> **WHAT YOU ARE ASKED TO DO**
Take the data below and repeat it exactly.

> **TASK INPUT**

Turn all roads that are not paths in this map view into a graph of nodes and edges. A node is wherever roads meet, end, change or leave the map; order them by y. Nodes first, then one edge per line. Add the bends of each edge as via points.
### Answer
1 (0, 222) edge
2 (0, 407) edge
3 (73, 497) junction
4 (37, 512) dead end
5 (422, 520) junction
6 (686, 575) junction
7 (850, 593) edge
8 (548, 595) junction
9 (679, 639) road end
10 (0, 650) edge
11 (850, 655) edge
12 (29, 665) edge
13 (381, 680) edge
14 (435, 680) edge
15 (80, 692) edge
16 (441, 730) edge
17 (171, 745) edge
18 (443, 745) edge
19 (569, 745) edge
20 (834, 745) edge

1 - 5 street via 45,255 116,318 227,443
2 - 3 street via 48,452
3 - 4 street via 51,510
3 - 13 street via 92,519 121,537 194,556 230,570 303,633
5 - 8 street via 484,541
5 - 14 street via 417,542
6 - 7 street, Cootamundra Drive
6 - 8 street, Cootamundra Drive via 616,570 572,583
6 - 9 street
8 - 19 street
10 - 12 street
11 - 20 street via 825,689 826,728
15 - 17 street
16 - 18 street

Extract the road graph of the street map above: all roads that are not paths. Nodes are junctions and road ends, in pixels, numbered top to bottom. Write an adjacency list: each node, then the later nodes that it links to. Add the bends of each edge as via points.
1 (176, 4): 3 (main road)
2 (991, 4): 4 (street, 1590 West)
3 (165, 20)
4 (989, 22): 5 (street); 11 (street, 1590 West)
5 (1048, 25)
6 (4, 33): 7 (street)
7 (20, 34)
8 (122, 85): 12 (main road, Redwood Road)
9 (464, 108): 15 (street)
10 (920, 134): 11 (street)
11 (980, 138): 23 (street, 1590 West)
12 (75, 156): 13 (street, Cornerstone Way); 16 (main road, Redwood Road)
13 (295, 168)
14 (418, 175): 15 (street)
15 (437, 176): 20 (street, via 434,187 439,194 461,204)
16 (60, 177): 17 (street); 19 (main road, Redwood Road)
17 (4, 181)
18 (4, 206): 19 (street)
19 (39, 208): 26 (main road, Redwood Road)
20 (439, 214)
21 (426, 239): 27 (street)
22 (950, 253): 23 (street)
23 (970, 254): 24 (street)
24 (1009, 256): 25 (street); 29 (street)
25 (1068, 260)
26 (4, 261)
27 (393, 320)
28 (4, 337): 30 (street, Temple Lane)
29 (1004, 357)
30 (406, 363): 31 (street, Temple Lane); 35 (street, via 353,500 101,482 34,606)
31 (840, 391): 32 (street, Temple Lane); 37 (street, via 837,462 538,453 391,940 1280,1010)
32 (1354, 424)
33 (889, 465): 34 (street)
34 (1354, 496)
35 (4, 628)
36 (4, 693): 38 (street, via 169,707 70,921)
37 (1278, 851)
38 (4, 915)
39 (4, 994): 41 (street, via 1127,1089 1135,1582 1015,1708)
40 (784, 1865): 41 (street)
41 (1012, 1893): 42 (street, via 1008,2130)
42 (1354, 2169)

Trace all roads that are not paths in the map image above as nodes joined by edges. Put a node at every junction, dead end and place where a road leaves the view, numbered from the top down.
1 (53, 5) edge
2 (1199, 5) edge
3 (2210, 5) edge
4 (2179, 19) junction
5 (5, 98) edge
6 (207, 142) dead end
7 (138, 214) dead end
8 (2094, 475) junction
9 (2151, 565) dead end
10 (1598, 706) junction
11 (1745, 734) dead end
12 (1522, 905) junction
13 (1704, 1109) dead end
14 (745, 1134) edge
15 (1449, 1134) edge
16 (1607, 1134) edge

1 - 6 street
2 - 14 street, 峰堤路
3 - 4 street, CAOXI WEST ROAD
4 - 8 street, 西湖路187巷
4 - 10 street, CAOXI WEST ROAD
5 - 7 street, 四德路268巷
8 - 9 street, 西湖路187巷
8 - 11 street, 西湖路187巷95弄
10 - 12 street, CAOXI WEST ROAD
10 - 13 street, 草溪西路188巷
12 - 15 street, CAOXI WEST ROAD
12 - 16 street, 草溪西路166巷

> **REPLY**
Turn all roads that are not paths in this map view into a graph of nodes and edges. A node is wherever roads meet, end, change or leave the map; order them by y. Nodes first, then one edge per line. Add the bends of each edge as via points.
### Answer
1 (0, 222) edge
2 (0, 407) edge
3 (73, 497) junction
4 (37, 512) dead end
5 (422, 520) junction
6 (686, 575) junction
7 (850, 593) edge
8 (548, 595) junction
9 (679, 639) road end
10 (0, 650) edge
11 (850, 655) edge
12 (29, 665) edge
13 (381, 680) edge
14 (435, 680) edge
15 (80, 692) edge
16 (441, 730) edge
17 (171, 745) edge
18 (443, 745) edge
19 (569, 745) edge
20 (834, 745) edge

1 - 5 street via 45,255 116,318 227,443
2 - 3 street via 48,452
3 - 4 street via 51,510
3 - 13 street via 92,519 121,537 194,556 230,570 303,633
5 - 8 street via 484,541
5 - 14 street via 417,542
6 - 7 street, Cootamundra Drive
6 - 8 street, Cootamundra Drive via 616,570 572,583
6 - 9 street
8 - 19 street
10 - 12 street
11 - 20 street via 825,689 826,728
15 - 17 street
16 - 18 street

Extract the road graph of the street map above: all roads that are not paths. Nodes are junctions and road ends, in pixels, numbered top to bottom. Write an adjacency list: each node, then the later nodes that it links to. Add the bends of each edge as via points.
1 (176, 4): 3 (main road)
2 (991, 4): 4 (street, 1590 West)
3 (165, 20)
4 (989, 22): 5 (street); 11 (street, 1590 West)
5 (1048, 25)
6 (4, 33): 7 (street)
7 (20, 34)
8 (122, 85): 12 (main road, Redwood Road)
9 (464, 108): 15 (street)
10 (920, 134): 11 (street)
11 (980, 138): 23 (street, 1590 West)
12 (75, 156): 13 (street, Cornerstone Way); 16 (main road, Redwood Road)
13 (295, 168)
14 (418, 175): 15 (street)
15 (437, 176): 20 (street, via 434,187 439,194 461,204)
16 (60, 177): 17 (street); 19 (main road, Redwood Road)
17 (4, 181)
18 (4, 206): 19 (street)
19 (39, 208): 26 (main road, Redwood Road)
20 (439, 214)
21 (426, 239): 27 (street)
22 (950, 253): 23 (street)
23 (970, 254): 24 (street)
24 (1009, 256): 25 (street); 29 (street)
25 (1068, 260)
26 (4, 261)
27 (393, 320)
28 (4, 337): 30 (street, Temple Lane)
29 (1004, 357)
30 (406, 363): 31 (street, Temple Lane); 35 (street, via 353,500 101,482 34,606)
31 (840, 391): 32 (street, Temple Lane); 37 (street, via 837,462 538,453 391,940 1280,1010)
32 (1354, 424)
33 (889, 465): 34 (street)
34 (1354, 496)
35 (4, 628)
36 (4, 693): 38 (street, via 169,707 70,921)
37 (1278, 851)
38 (4, 915)
39 (4, 994): 41 (street, via 1127,1089 1135,1582 1015,1708)
40 (784, 1865): 41 (street)
41 (1012, 1893): 42 (street, via 1008,2130)
42 (1354, 2169)

Trace all roads that are not paths in the map image above as nodes joined by edges. Put a node at every junction, dead end and place where a road leaves the view, numbered from the top down.
1 (53, 5) edge
2 (1199, 5) edge
3 (2210, 5) edge
4 (2179, 19) junction
5 (5, 98) edge
6 (207, 142) dead end
7 (138, 214) dead end
8 (2094, 475) junction
9 (2151, 565) dead end
10 (1598, 706) junction
11 (1745, 734) dead end
12 (1522, 905) junction
13 (1704, 1109) dead end
14 (745, 1134) edge
15 (1449, 1134) edge
16 (1607, 1134) edge

1 - 6 street
2 - 14 street, 峰堤路
3 - 4 street, CAOXI WEST ROAD
4 - 8 street, 西湖路187巷
4 - 10 street, CAOXI WEST ROAD
5 - 7 street, 四德路268巷
8 - 9 street, 西湖路187巷
8 - 11 street, 西湖路187巷95弄
10 - 12 street, CAOXI WEST ROAD
10 - 13 street, 草溪西路188巷
12 - 15 street, CAOXI WEST ROAD
12 - 16 street, 草溪西路166巷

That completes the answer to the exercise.